- _TASK TO COMPLETE_:
Each record is to be printed again exactly, though not its pictures.
=== DATA PROVIDED ===
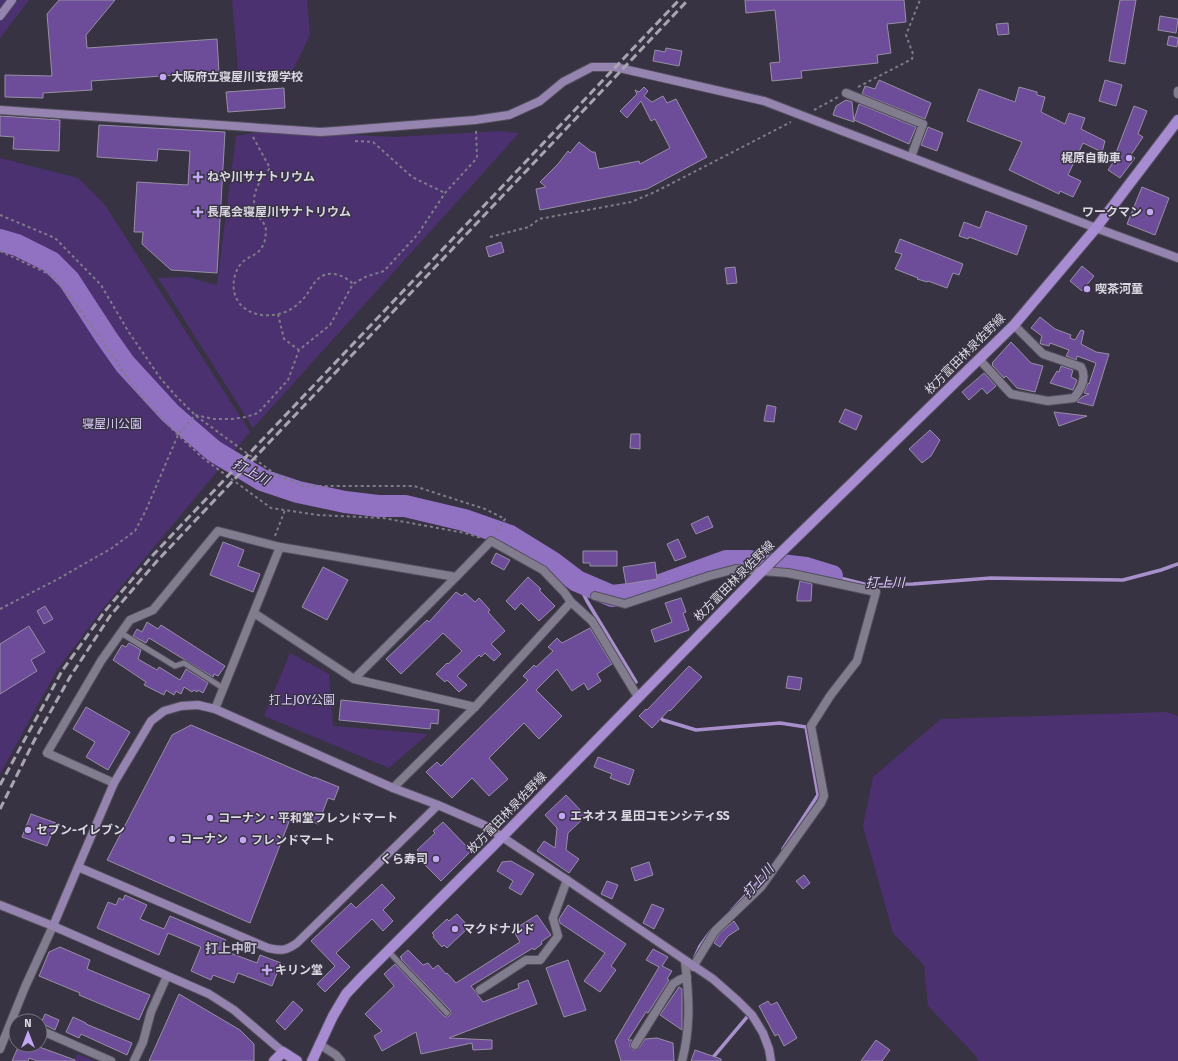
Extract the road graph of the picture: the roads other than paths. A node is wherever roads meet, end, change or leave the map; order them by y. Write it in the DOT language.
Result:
graph roads {
  1 [pos="12,0"];
  2 [pos="0,16"];
  3 [pos="846,93"];
  4 [pos="0,110"];
  5 [pos="1178,120"];
  6 [pos="911,157"];
  7 [pos="1096,228"];
  8 [pos="1178,258"];
  9 [pos="1014,325"];
  10 [pos="979,360"];
  11 [pos="280,547"];
  12 [pos="762,571"];
  13 [pos="456,577"];
  14 [pos="595,596"];
  15 [pos="571,602"];
  16 [pos="254,613"];
  17 [pos="121,633"];
  18 [pos="354,679"];
  19 [pos="223,688"];
  20 [pos="638,697"];
  21 [pos="475,707"];
  22 [pos="215,709"];
  23 [pos="114,783"];
  24 [pos="394,788"];
  25 [pos="438,805"];
  26 [pos="502,837"];
  27 [pos="78,867"];
  28 [pos="567,880"];
  29 [pos="0,905"];
  30 [pos="53,926"];
  31 [pos="388,951"];
  32 [pos="685,962"];
  33 [pos="693,967"];
  34 [pos="167,976"];
  35 [pos="687,977"];
  36 [pos="480,990"];
  37 [pos="18,1013"];
  38 [pos="447,1013"];
  39 [pos="48,1033"];
  40 [pos="8,1034"];
  41 [pos="319,1044"];
  42 [pos="635,1045"];
  43 [pos="0,1049"];
  44 [pos="283,1052"];
  45 [pos="111,1061"];
  46 [pos="134,1061"];
  47 [pos="274,1061"];
  48 [pos="297,1061"];
  49 [pos="312,1061"];
  50 [pos="341,1061"];
  51 [pos="682,1061"];
  52 [pos="771,1061"];
  1 -- 2 [label="street"];
  3 -- 6 [label="street"];
  4 -- 6 [label="street"];
  5 -- 7 [label="main road, 枚方富田林泉佐野線"];
  6 -- 7 [label="street"];
  7 -- 8 [label="street"];
  7 -- 9 [label="main road, 枚方富田林泉佐野線"];
  9 -- 10 [label="main road, 枚方富田林泉佐野線"];
  9 -- 10 [label="street"];
  10 -- 12 [label="main road, 枚方富田林泉佐野線"];
  11 -- 13 [label="street"];
  11 -- 16 [label="street"];
  11 -- 17 [label="street"];
  12 -- 14 [label="street"];
  12 -- 20 [label="main road, 枚方富田林泉佐野線"];
  12 -- 33 [label="street"];
  13 -- 15 [label="street"];
  13 -- 18 [label="street"];
  15 -- 20 [label="street"];
  15 -- 21 [label="street"];
  16 -- 18 [label="street"];
  16 -- 19 [label="street"];
  17 -- 19 [label="lane"];
  17 -- 23 [label="street"];
  18 -- 21 [label="street"];
  19 -- 22 [label="street"];
  20 -- 26 [label="main road, 枚方富田林泉佐野線"];
  21 -- 24 [label="street"];
  22 -- 23 [label="street"];
  22 -- 24 [label="street"];
  23 -- 27 [label="street"];
  24 -- 25 [label="street"];
  25 -- 26 [label="street"];
  25 -- 27 [label="street"];
  26 -- 28 [label="street"];
  26 -- 31 [label="main road, 枚方富田林泉佐野線"];
  27 -- 30 [label="street"];
  28 -- 32 [label="street"];
  28 -- 36 [label="street"];
  29 -- 30 [label="street"];
  30 -- 34 [label="street"];
  30 -- 37 [label="street"];
  31 -- 38 [label="lane"];
  31 -- 41 [label="main road, 枚方富田林泉佐野線"];
  32 -- 33 [label="street"];
  32 -- 35 [label="street"];
  33 -- 52 [label="street"];
  34 -- 44 [label="street"];
  34 -- 46 [label="street"];
  35 -- 42 [label="street"];
  35 -- 51 [label="street"];
  39 -- 45 [label="street"];
  40 -- 43 [label="street"];
  41 -- 49 [label="main road, 枚方富田林泉佐野線"];
  41 -- 50 [label="street"];
  44 -- 47 [label="main road"];
  44 -- 48 [label="main road"];
}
===
- _YOUR RESPONSE_:
Extract the road graph of the picture: the roads other than paths. A node is wherever roads meet, end, change or leave the map; order them by y. Write it in the DOT language.
Result:
graph roads {
  1 [pos="12,0"];
  2 [pos="0,16"];
  3 [pos="846,93"];
  4 [pos="0,110"];
  5 [pos="1178,120"];
  6 [pos="911,157"];
  7 [pos="1096,228"];
  8 [pos="1178,258"];
  9 [pos="1014,325"];
  10 [pos="979,360"];
  11 [pos="280,547"];
  12 [pos="762,571"];
  13 [pos="456,577"];
  14 [pos="595,596"];
  15 [pos="571,602"];
  16 [pos="254,613"];
  17 [pos="121,633"];
  18 [pos="354,679"];
  19 [pos="223,688"];
  20 [pos="638,697"];
  21 [pos="475,707"];
  22 [pos="215,709"];
  23 [pos="114,783"];
  24 [pos="394,788"];
  25 [pos="438,805"];
  26 [pos="502,837"];
  27 [pos="78,867"];
  28 [pos="567,880"];
  29 [pos="0,905"];
  30 [pos="53,926"];
  31 [pos="388,951"];
  32 [pos="685,962"];
  33 [pos="693,967"];
  34 [pos="167,976"];
  35 [pos="687,977"];
  36 [pos="480,990"];
  37 [pos="18,1013"];
  38 [pos="447,1013"];
  39 [pos="48,1033"];
  40 [pos="8,1034"];
  41 [pos="319,1044"];
  42 [pos="635,1045"];
  43 [pos="0,1049"];
  44 [pos="283,1052"];
  45 [pos="111,1061"];
  46 [pos="134,1061"];
  47 [pos="274,1061"];
  48 [pos="297,1061"];
  49 [pos="312,1061"];
  50 [pos="341,1061"];
  51 [pos="682,1061"];
  52 [pos="771,1061"];
  1 -- 2 [label="street"];
  3 -- 6 [label="street"];
  4 -- 6 [label="street"];
  5 -- 7 [label="main road, 枚方富田林泉佐野線"];
  6 -- 7 [label="street"];
  7 -- 8 [label="street"];
  7 -- 9 [label="main road, 枚方富田林泉佐野線"];
  9 -- 10 [label="main road, 枚方富田林泉佐野線"];
  9 -- 10 [label="street"];
  10 -- 12 [label="main road, 枚方富田林泉佐野線"];
  11 -- 13 [label="street"];
  11 -- 16 [label="street"];
  11 -- 17 [label="street"];
  12 -- 14 [label="street"];
  12 -- 20 [label="main road, 枚方富田林泉佐野線"];
  12 -- 33 [label="street"];
  13 -- 15 [label="street"];
  13 -- 18 [label="street"];
  15 -- 20 [label="street"];
  15 -- 21 [label="street"];
  16 -- 18 [label="street"];
  16 -- 19 [label="street"];
  17 -- 19 [label="lane"];
  17 -- 23 [label="street"];
  18 -- 21 [label="street"];
  19 -- 22 [label="street"];
  20 -- 26 [label="main road, 枚方富田林泉佐野線"];
  21 -- 24 [label="street"];
  22 -- 23 [label="street"];
  22 -- 24 [label="street"];
  23 -- 27 [label="street"];
  24 -- 25 [label="street"];
  25 -- 26 [label="street"];
  25 -- 27 [label="street"];
  26 -- 28 [label="street"];
  26 -- 31 [label="main road, 枚方富田林泉佐野線"];
  27 -- 30 [label="street"];
  28 -- 32 [label="street"];
  28 -- 36 [label="street"];
  29 -- 30 [label="street"];
  30 -- 34 [label="street"];
  30 -- 37 [label="street"];
  31 -- 38 [label="lane"];
  31 -- 41 [label="main road, 枚方富田林泉佐野線"];
  32 -- 33 [label="street"];
  32 -- 35 [label="street"];
  33 -- 52 [label="street"];
  34 -- 44 [label="street"];
  34 -- 46 [label="street"];
  35 -- 42 [label="street"];
  35 -- 51 [label="street"];
  39 -- 45 [label="street"];
  40 -- 43 [label="street"];
  41 -- 49 [label="main road, 枚方富田林泉佐野線"];
  41 -- 50 [label="street"];
  44 -- 47 [label="main road"];
  44 -- 48 [label="main road"];
}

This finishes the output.